Cyber Incident Victim: Marriott International
Date:
Jun 2022
Location:
United States of America
Summary
A cybersecurity incident at BWI Airport Marriott involved unauthorized access to an associate's computer through social engineering, enabling threat actors to exfiltrate approximately 20 GB of data. The compromised information included internal business documents, proprietary operational details, and sensitive guest and employee records such as flight crew reservations with corporate credit card details (including CVV and expiration dates) and personnel assessments. The organization confirmed the breach, notified 300-400 affected individuals, engaged law enforcement, and stated no ransom was paid. The threat actor, an unnamed group, criticized the hotel's security measures but acknowledged limited access compared to broader database exposure. The incident was reportedly contained within hours of detection.
| CIA Posture | Motives | Tactics, Techniques & Procedures |
|---|---|---|
| Available to members | 1 motive | 2 techniques |
| Threat Actor | Type | Location |
|---|---|---|
| 1 actor | Available to members | Available to members |
Description
On or around June 28, 2022, an unnamed threat actor group designated as "GNN" by DataBreaches.net claimed responsibility for breaching the BWI Airport Marriott (BWIA) in Maryland. The group stated they had infiltrated the hotel's systems approximately one month prior, exfiltrating approximately 20 GB of data. GNN contacted DataBreaches.net with samples of the stolen information, which included internal business documents and guest records. Analysis of these samples indicated the compromised data originated from BWIA's systems, a claim GNN later confirmed. Marriott acknowledged the incident after being contacted by DataBreaches.net, attributing the breach to a successful social engineering attack against a single hotel associate that granted the threat actors access to that employee’s computer. The company asserted the attacker’s access was limited to files available to that associate and contained the incident within six hours of detection, though the exact discovery timeline remains unspecified.

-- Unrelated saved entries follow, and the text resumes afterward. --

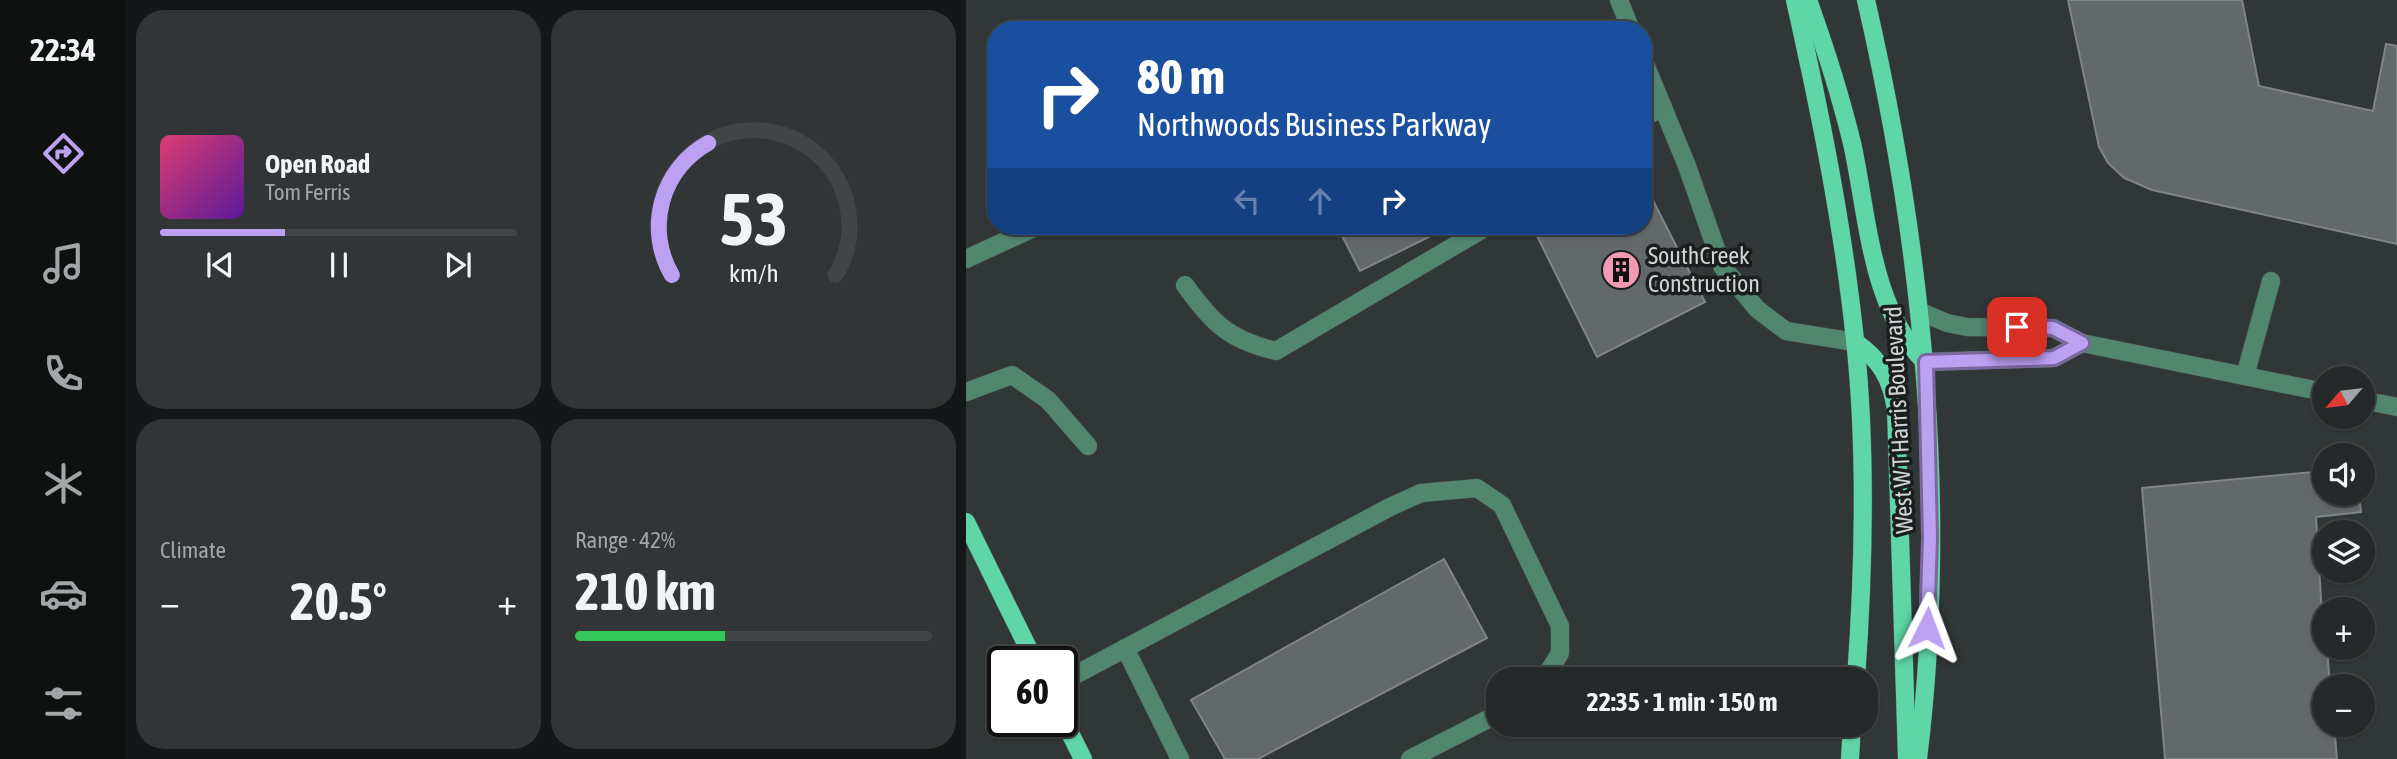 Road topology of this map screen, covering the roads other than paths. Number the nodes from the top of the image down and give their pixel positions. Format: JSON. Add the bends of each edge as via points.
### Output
{"nodes":[{"id":1,"x":1619,"y":0,"type":"edge"},
{"id":2,"x":1795,"y":0,"type":"edge"},
{"id":3,"x":1808,"y":0,"type":"edge"},
{"id":4,"x":1866,"y":0,"type":"edge"},
{"id":5,"x":1627,"y":21,"type":"edge"},
{"id":6,"x":1652,"y":81,"type":"edge"},
{"id":7,"x":1663,"y":107,"type":"junction"},
{"id":8,"x":1652,"y":113,"type":"edge"},
{"id":9,"x":1018,"y":235,"type":"edge"},
{"id":10,"x":1473,"y":235,"type":"edge"},
{"id":11,"x":966,"y":259,"type":"edge"},
{"id":12,"x":2271,"y":281,"type":"dead end"},
{"id":13,"x":1185,"y":285,"type":"dead end"},
{"id":14,"x":1921,"y":312,"type":"junction"},
{"id":15,"x":1855,"y":342,"type":"junction"},
{"id":16,"x":2082,"y":343,"type":"junction"},
{"id":17,"x":1926,"y":362,"type":"junction"},
{"id":18,"x":2245,"y":376,"type":"junction"},
{"id":19,"x":2312,"y":390,"type":"edge"},
{"id":20,"x":966,"y":391,"type":"edge"},
{"id":21,"x":2375,"y":403,"type":"edge"},
{"id":22,"x":2397,"y":407,"type":"edge"},
{"id":23,"x":1088,"y":446,"type":"dead end"},
{"id":24,"x":966,"y":522,"type":"edge"},
{"id":25,"x":1027,"y":646,"type":"edge"},
{"id":26,"x":1125,"y":648,"type":"junction"},
{"id":27,"x":1551,"y":667,"type":"edge"},
{"id":28,"x":1857,"y":667,"type":"edge"},
{"id":29,"x":1078,"y":673,"type":"edge"},
{"id":30,"x":1486,"y":720,"type":"edge"},
{"id":31,"x":1072,"y":737,"type":"edge"},
{"id":32,"x":1851,"y":737,"type":"edge"},
{"id":33,"x":1083,"y":759,"type":"edge"},
{"id":34,"x":1180,"y":759,"type":"edge"},
{"id":35,"x":1410,"y":759,"type":"edge"},
{"id":36,"x":1850,"y":759,"type":"edge"},
{"id":37,"x":1907,"y":759,"type":"edge"},
{"id":38,"x":1918,"y":759,"type":"edge"}],
"edges":[{"from":1,"to":5,"type":"lane"},
{"from":2,"to":15,"type":"main road","name":"West W T Harris Boulevard","via":[[1833,178]]},
{"from":3,"to":17,"type":"main road","via":[[1851,141],[1888,307],[1912,348]]},
{"from":4,"to":14,"type":"main road","name":"West W T Harris Boulevard"},
{"from":6,"to":7,"type":"lane"},
{"from":7,"to":8,"type":"lane"},
{"from":7,"to":15,"type":"lane","via":[[1723,266],[1757,309],[1786,331]]},
{"from":9,"to":11,"type":"lane"},
{"from":10,"to":13,"type":"lane","via":[[1276,351],[1246,344],[1222,329]]},
{"from":12,"to":18,"type":"lane"},
{"from":14,"to":16,"type":"lane","via":[[1967,327],[2053,328]]},
{"from":14,"to":17,"type":"main road","name":"West W T Harris Boulevard"},
{"from":15,"to":28,"type":"main road","name":"West W T Harris Boulevard","via":[[1863,552]]},
{"from":15,"to":37,"type":"main road","via":[[1880,362],[1896,409]]},
{"from":16,"to":17,"type":"lane","via":[[2054,358]]},
{"from":16,"to":18,"type":"lane"},
{"from":17,"to":38,"type":"main road","name":"West W T Harris Boulevard","via":[[1930,585]]},
{"from":18,"to":19,"type":"lane"},
{"from":20,"to":23,"type":"lane","via":[[1012,374],[1048,400]]},
{"from":21,"to":22,"type":"lane"},
{"from":24,"to":25,"type":"main road"},
{"from":26,"to":27,"type":"lane","via":[[1390,507],[1422,493],[1478,488],[1503,505],[1560,626],[1560,653]]},
{"from":26,"to":29,"type":"lane"},
{"from":26,"to":34,"type":"lane"},
{"from":30,"to":35,"type":"lane"},
{"from":31,"to":33,"type":"main road"},
{"from":32,"to":36,"type":"main road"}]}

The exfiltrated data comprised non-sensitive internal business files, such as labor management platform access procedures and personnel performance evaluations, alongside sensitive guest and employee information. Specific compromised guest records included airline crew reservation details containing first initials, last names, flight numbers, assigned room numbers, and corporate credit card information—including full card numbers, CVV codes, and expiration dates. Marriott confirmed plans to notify approximately 300-400 affected individuals and relevant regulators, though the composition of this group (guests versus employees) was not disclosed. Law enforcement was engaged, with Marriott supporting the investigation. GNN claimed to have communicated extortion demands to Marriott, offering negotiated discounts, but stated Marriott ceased correspondence abruptly. Marriott confirmed no ransom was paid and maintained the incident’s scope was narrower than GNN described. The threat actor criticized Marriott’s security posture as inadequate but did not contest the company’s characterization of the breach’s limited access vector or containment timeline.